Dorothy loved to be outside, especially when the sun was shining and the air was warm. She was the first one ready for any camping trip, and would always be pulling us out the door for the day’s adventure. Throughout her youth she was very close with her maternal grandfather Howard Shelton, whom she called Papa, and with whom she took routine trips out for ice cream. With her mother and Papa, she was able to enjoy vacations to California almost every year to see the ocean and visit her extended family. She even got to visit Yellowstone National Park, and saw black bears and bison so close she could almost touch them. The wild creatures and wonders of the earth dazzled her.
Her little dog Toto was only one of her many animal friends, among them a cat with no tail named Bunny, a three-foot-long Savannah monitor named Charlie, and an iguana named Geezer. Dorothy always had a close connection with the living things around her, and animals always treated her gently, as a friend.
She was the only little girl in the house, and she and her mother developed an incredibly close relationship. Dorothy always loved to stay home, and really felt most comfortable with her mom around. She was rugged enough to run around and enjoy the outdoor activities her father loved, but snuggled on the couch between both parents, laughing with her whole family, was where she really belonged.
In school, Dorothy was always immediately noticed by all her teachers for her creativity and her excellent performance in all things academic. Her grades were impeccable throughout her life, and the academic part of her education was never a problem for her. It was hard, however, to motivate her to keep going to school on a daily basis. She dreaded the other children, not all of them but almost always someone. She was so different, such a completely unusual person that she never managed to escape the hurtful words no matter where her family moved.
Without the many character traits that made her a target, Dorothy would not have been who she was. She was a brilliantly talented, artistic person who loved acting, singing, dancing, cooking, writing, and drawing pictures and words to cover her walls. It seemed that all her creative energy would just bubble out of her; she couldn’t keep from sharing all the ideas and thoughts that would enter her mind.
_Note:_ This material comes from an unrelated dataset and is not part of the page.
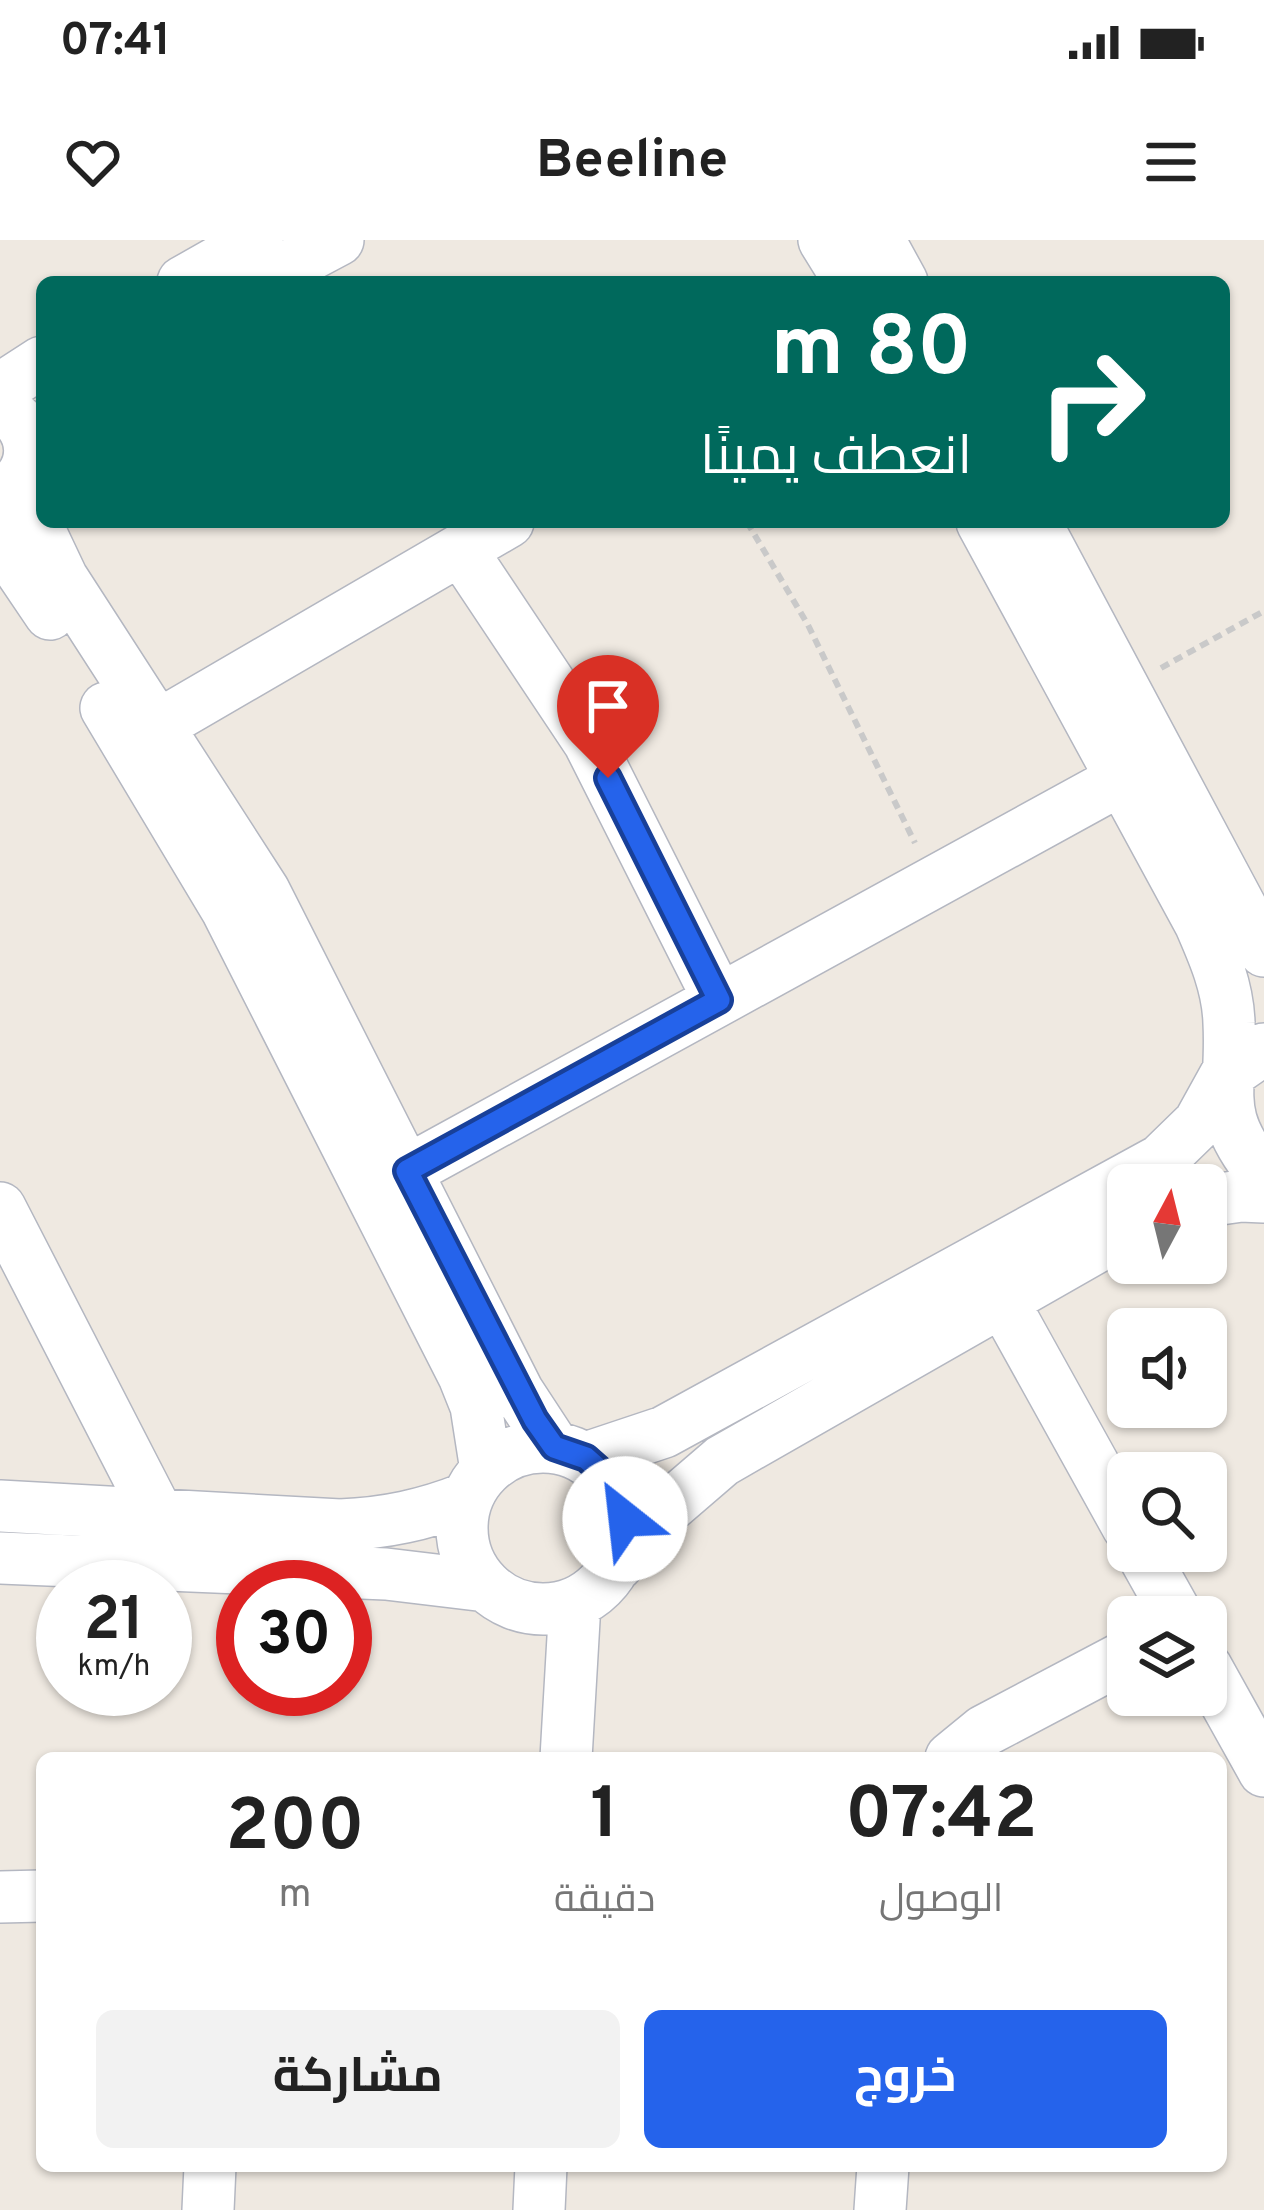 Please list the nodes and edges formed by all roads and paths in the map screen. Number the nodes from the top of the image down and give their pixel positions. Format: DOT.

When she came to Brookings, she was given all kinds of fresh opportunities to share her talent and energy. She immediately gained a place of prominence playing flute in the school jazz and advanced bands, even playing by invitation with the high school pep band while she was still in eighth grade. That year, she was also a member of the Azalea Dance Team.
In high school, she sang in Grace Notes, a girls’ choir, and went to a RYLA (Rotary Youth Leadership Awards) camp during her sophomore summer. Dorothy received several certificates from RYLA recognizing her leadership abilities, and she never shied away from leadership roles. She was not afraid of other people criticizing her ideas, because she knew she was able to deliver on promises.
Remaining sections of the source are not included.